═════ Data excerpts ═════
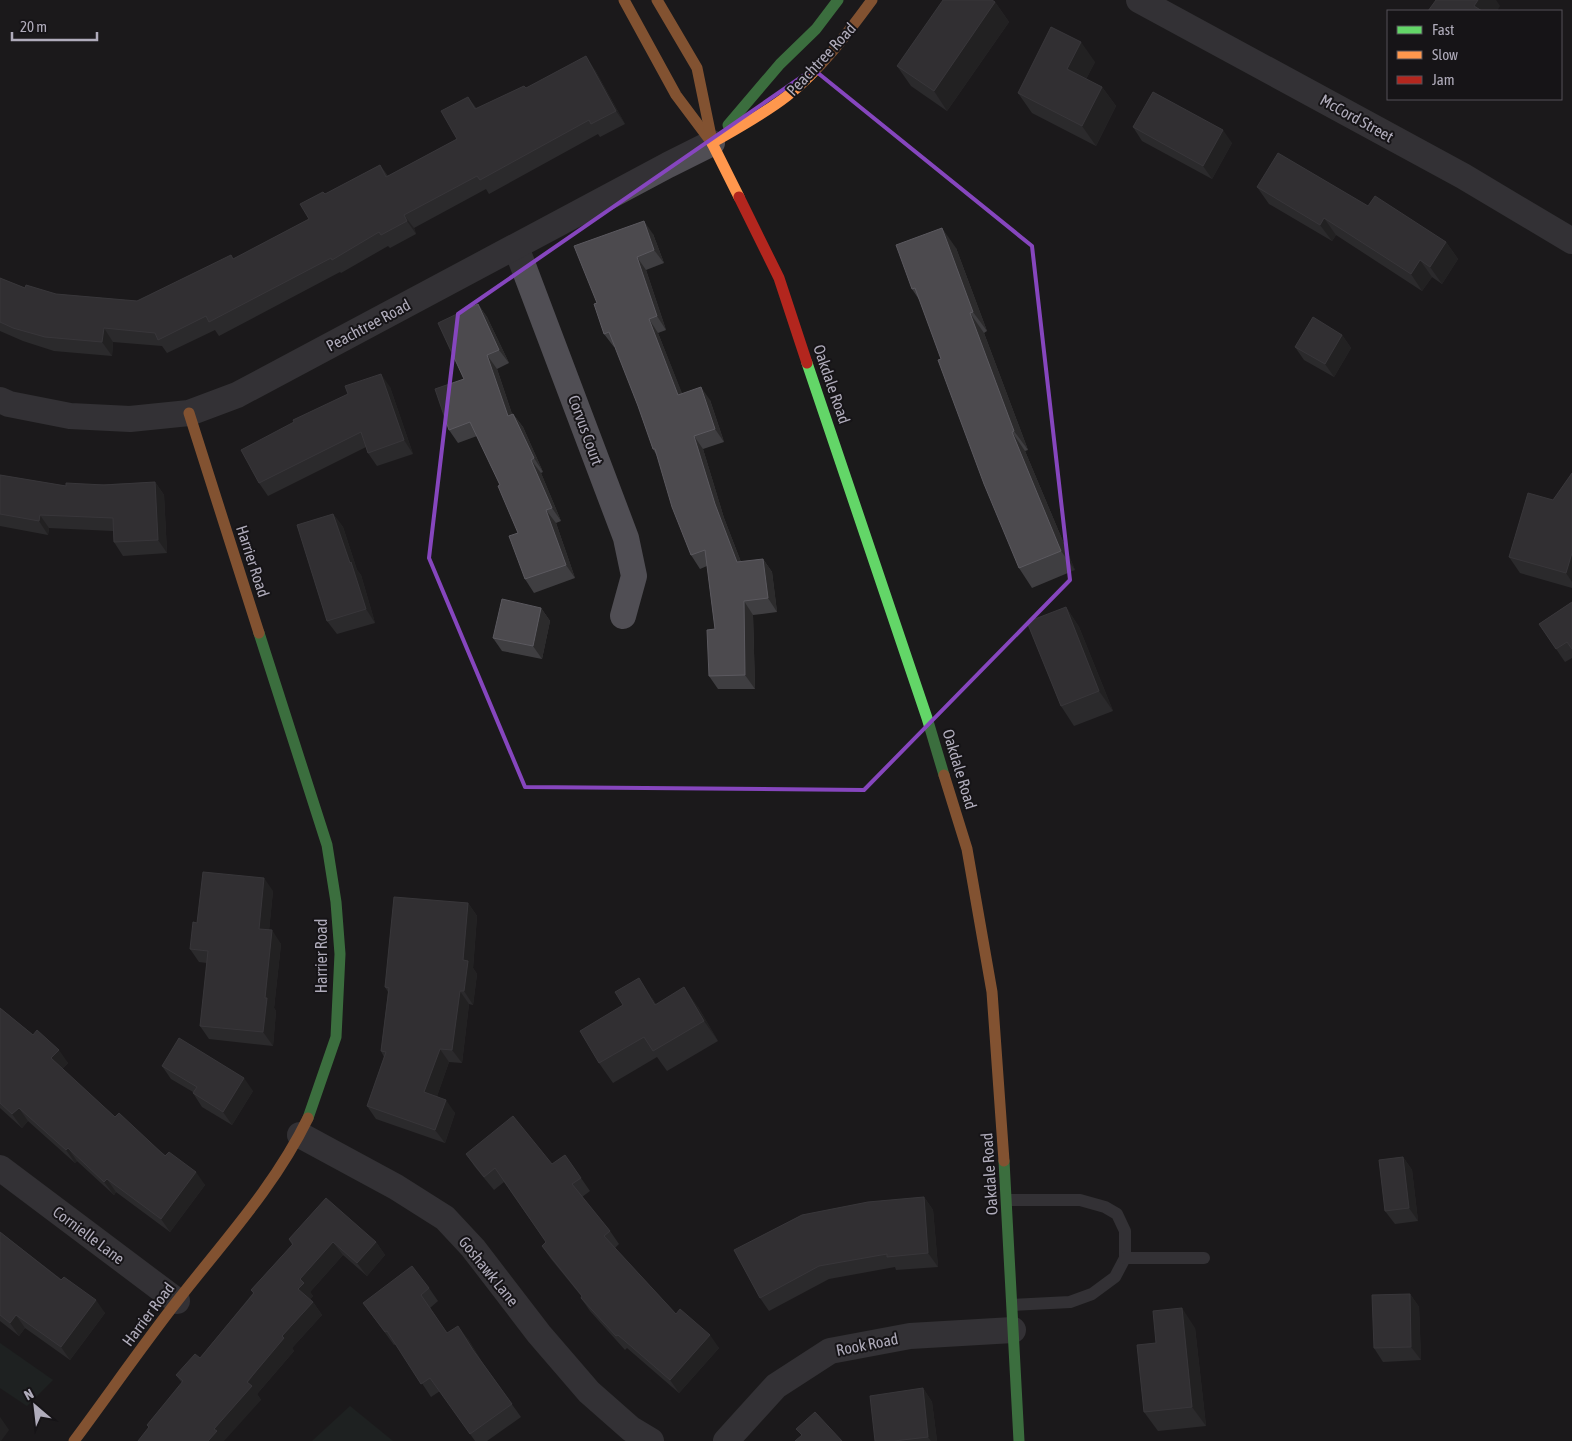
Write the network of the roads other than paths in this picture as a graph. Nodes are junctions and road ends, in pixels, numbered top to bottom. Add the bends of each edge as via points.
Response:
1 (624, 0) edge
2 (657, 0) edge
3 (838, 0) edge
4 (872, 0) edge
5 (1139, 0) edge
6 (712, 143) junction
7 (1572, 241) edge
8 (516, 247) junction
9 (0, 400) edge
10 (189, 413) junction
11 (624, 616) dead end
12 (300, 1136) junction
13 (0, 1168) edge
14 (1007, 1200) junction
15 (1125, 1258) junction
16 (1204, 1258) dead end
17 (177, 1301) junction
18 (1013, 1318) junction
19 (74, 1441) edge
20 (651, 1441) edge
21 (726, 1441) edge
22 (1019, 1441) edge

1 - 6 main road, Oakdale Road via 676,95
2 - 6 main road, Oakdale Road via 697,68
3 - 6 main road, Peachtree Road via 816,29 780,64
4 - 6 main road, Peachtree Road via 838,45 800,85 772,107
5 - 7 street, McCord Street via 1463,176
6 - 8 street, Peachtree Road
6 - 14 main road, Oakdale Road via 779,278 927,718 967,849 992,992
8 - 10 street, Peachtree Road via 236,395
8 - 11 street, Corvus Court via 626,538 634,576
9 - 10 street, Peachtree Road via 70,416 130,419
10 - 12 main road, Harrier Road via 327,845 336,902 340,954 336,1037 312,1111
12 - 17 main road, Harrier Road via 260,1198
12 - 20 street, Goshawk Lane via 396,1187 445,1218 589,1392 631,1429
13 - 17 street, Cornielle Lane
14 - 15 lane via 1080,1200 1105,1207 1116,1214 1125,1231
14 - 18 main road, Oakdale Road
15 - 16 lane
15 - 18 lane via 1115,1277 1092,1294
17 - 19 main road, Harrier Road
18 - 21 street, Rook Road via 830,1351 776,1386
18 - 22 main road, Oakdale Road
═════
• Task instructions:
Write everything in the records out exactly, apart from the pictures.

• Output below:
Write the network of the roads other than paths in this picture as a graph. Nodes are junctions and road ends, in pixels, numbered top to bottom. Add the bends of each edge as via points.
Response:
1 (624, 0) edge
2 (657, 0) edge
3 (838, 0) edge
4 (872, 0) edge
5 (1139, 0) edge
6 (712, 143) junction
7 (1572, 241) edge
8 (516, 247) junction
9 (0, 400) edge
10 (189, 413) junction
11 (624, 616) dead end
12 (300, 1136) junction
13 (0, 1168) edge
14 (1007, 1200) junction
15 (1125, 1258) junction
16 (1204, 1258) dead end
17 (177, 1301) junction
18 (1013, 1318) junction
19 (74, 1441) edge
20 (651, 1441) edge
21 (726, 1441) edge
22 (1019, 1441) edge

1 - 6 main road, Oakdale Road via 676,95
2 - 6 main road, Oakdale Road via 697,68
3 - 6 main road, Peachtree Road via 816,29 780,64
4 - 6 main road, Peachtree Road via 838,45 800,85 772,107
5 - 7 street, McCord Street via 1463,176
6 - 8 street, Peachtree Road
6 - 14 main road, Oakdale Road via 779,278 927,718 967,849 992,992
8 - 10 street, Peachtree Road via 236,395
8 - 11 street, Corvus Court via 626,538 634,576
9 - 10 street, Peachtree Road via 70,416 130,419
10 - 12 main road, Harrier Road via 327,845 336,902 340,954 336,1037 312,1111
12 - 17 main road, Harrier Road via 260,1198
12 - 20 street, Goshawk Lane via 396,1187 445,1218 589,1392 631,1429
13 - 17 street, Cornielle Lane
14 - 15 lane via 1080,1200 1105,1207 1116,1214 1125,1231
14 - 18 main road, Oakdale Road
15 - 16 lane
15 - 18 lane via 1115,1277 1092,1294
17 - 19 main road, Harrier Road
18 - 21 street, Rook Road via 830,1351 776,1386
18 - 22 main road, Oakdale Road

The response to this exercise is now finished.